Executing MPI Tasks with RAPTOR

This notebook will walk you through setting up and using the RAPTOR subsystem to execute MPI function tasks. To execute MPI functions with RAPTOR, we need to specify the type and size of the worker to be deployed by RAPTOR. The primary purpose of using RAPTOR to execute MPI functions is RAPTOR’s capabilities to construct and deliver heterogeneous (different ranks) private MPI communicators during the execution time to the function. In the example below, we will execute an MPI function that requires 4 MPI ranks, and for that, we will deploy a single master and worker.

Warning: We assume you have already worked through our RAPTOR tutorial.

Prepare an RP pilot to host RAPTOR

We will launch a pilot with sufficient resources to run both the RAPTOR master (using 1 core) and a single worker instance (using 10 cores):

[1]:
%env RADICAL_REPORT=TRUE
# do not use animated output in notebooks
%env RADICAL_REPORT_ANIME=FALSE
env: RADICAL_REPORT=TRUE
env: RADICAL_REPORT_ANIME=FALSE
[2]:
import os

import radical.pilot as rp
import radical.utils as ru

# determine the path of the currently active ve to simplify some examples below
ve_path = os.path.dirname(os.path.dirname(ru.which('python3')))

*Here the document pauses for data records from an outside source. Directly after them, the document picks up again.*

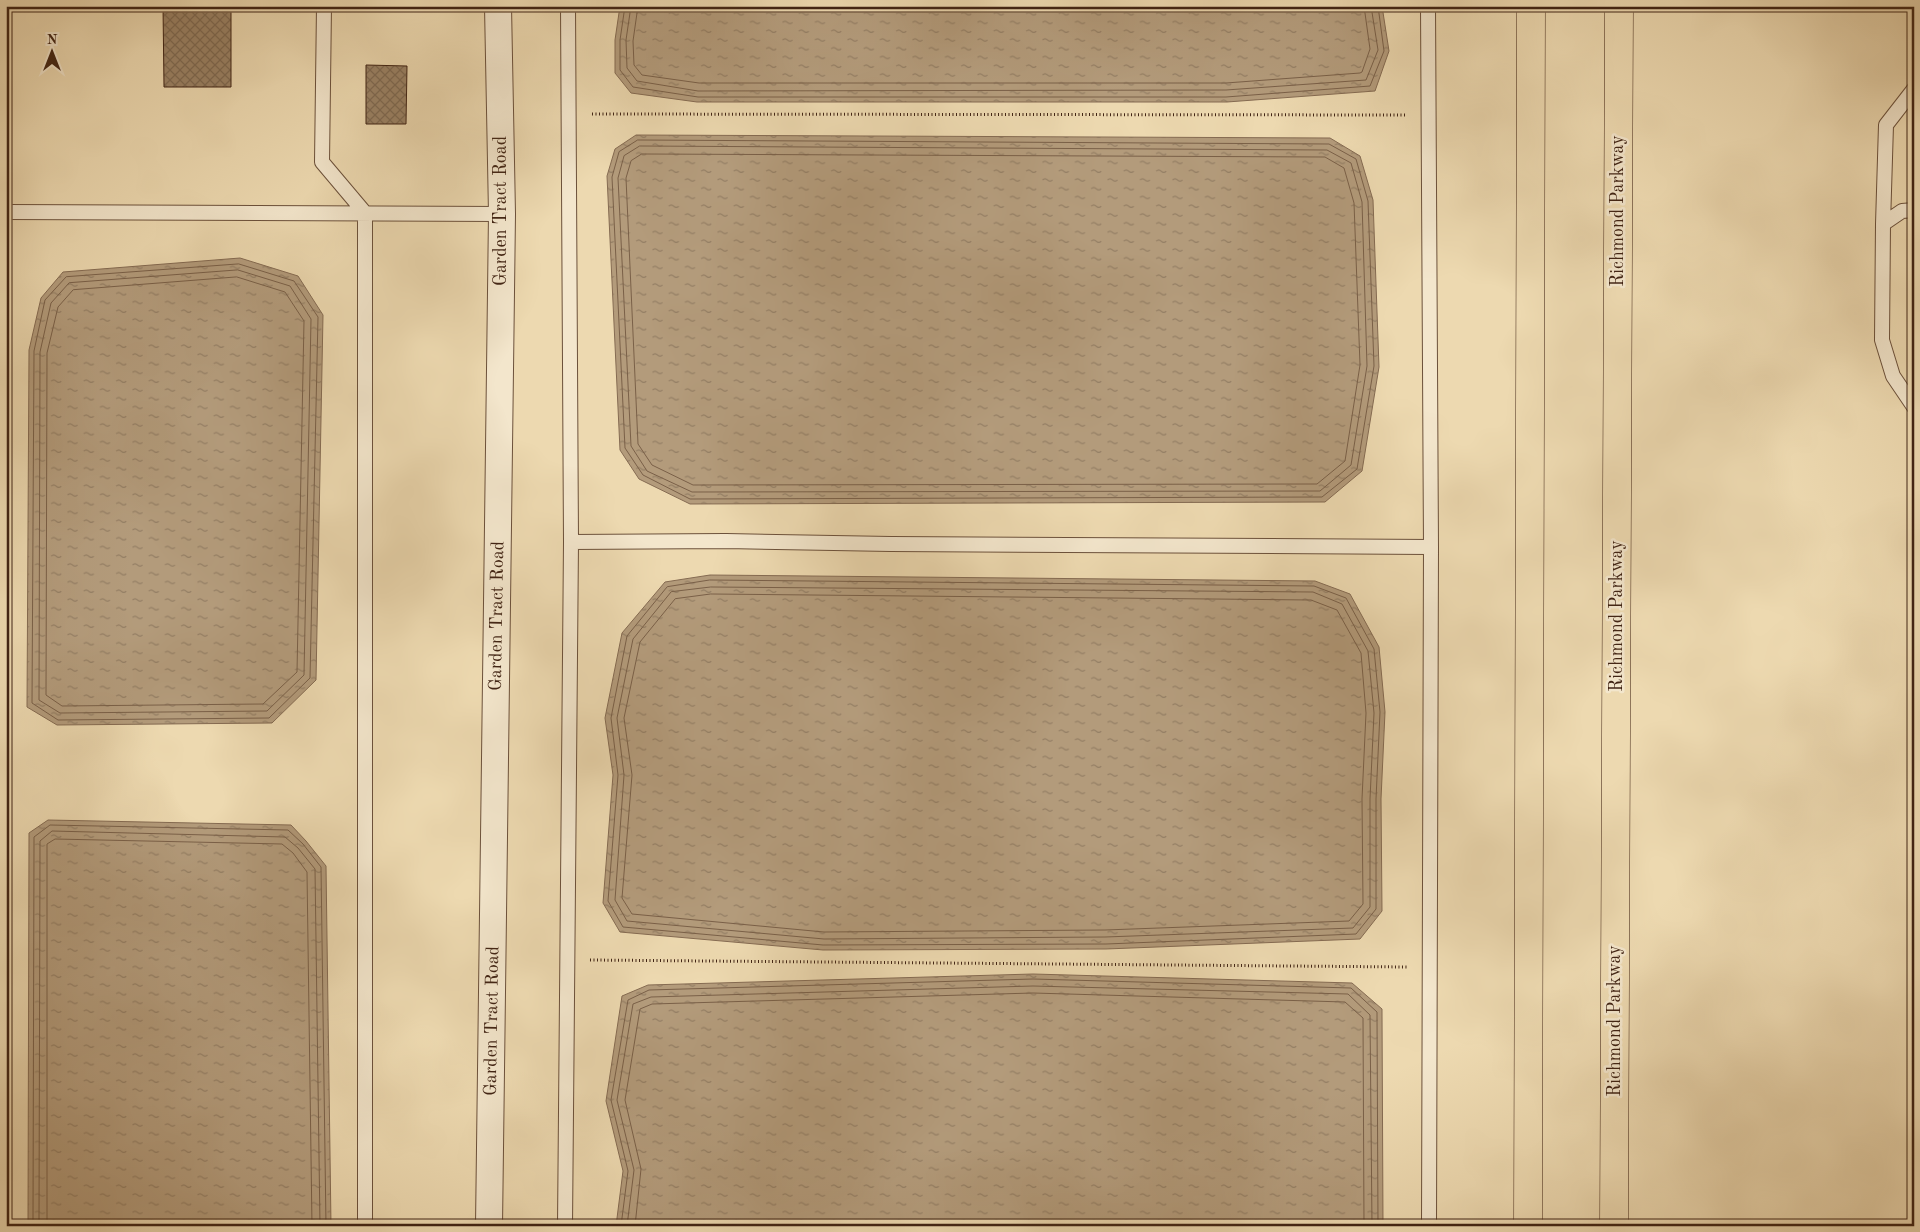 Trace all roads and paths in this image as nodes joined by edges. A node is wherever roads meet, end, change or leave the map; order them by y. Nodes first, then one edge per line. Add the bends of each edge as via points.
1 (324, 6) edge
2 (498, 6) edge
3 (568, 6) edge
4 (1428, 6) edge
5 (1531, 6) edge
6 (1619, 6) edge
7 (1914, 88) edge
8 (569, 114) junction
9 (1428, 115) junction
10 (1914, 210) edge
11 (6, 212) edge
12 (365, 213) junction
13 (502, 214) junction
14 (1883, 224) junction
15 (1914, 407) edge
16 (571, 542) junction
17 (1431, 547) junction
18 (567, 960) junction
19 (1430, 967) junction
20 (365, 1226) edge
21 (490, 1226) edge
22 (565, 1226) edge
23 (1429, 1226) edge
24 (1528, 1226) edge
25 (1614, 1226) edge

1 - 12 lane via 322,162
2 - 13 street, Garden Tract Road
3 - 8 lane
4 - 9 lane
5 - 24 highway
6 - 25 highway, Richmond Parkway
7 - 14 lane via 1886,125
8 - 9 path
8 - 16 lane
9 - 17 lane
10 - 14 lane via 1902,211
11 - 12 lane
12 - 13 lane
12 - 20 lane
13 - 21 street, Garden Tract Road
14 - 15 lane via 1882,340 1893,376
16 - 17 lane
16 - 18 lane
17 - 19 lane
18 - 19 path
18 - 22 lane
19 - 23 lane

# create session and managers
session = rp.Session()
pmgr    = rp.PilotManager(session)
tmgr    = rp.TaskManager(session)

# submit a pilot
pilot = pmgr.submit_pilots(rp.PilotDescription({'resource'     : 'local.localhost',
                                                'cores'        : 4,
                                                'runtime'      : 30,
                                                'exit_on_error': False}))

# add the pilot to the task manager and wait for the pilot to become active
tmgr.add_pilots(pilot)
pilot.wait(rp.PMGR_ACTIVE)
new session: [rp.session.f5e1b2f4-4693-11f0-930f-764078d63b85]                 \
zmq proxy  : [tcp://172.17.0.2:10001]                                         ok
create pilot manager                                                          ok
create task manager                                                           ok
submit 1 pilot(s)
        pilot.0000   local.localhost           4 cores       0 gpus           ok

[2]:
'PMGR_ACTIVE'

The pilot is now in an ACTIVE state, and the resource is acquired.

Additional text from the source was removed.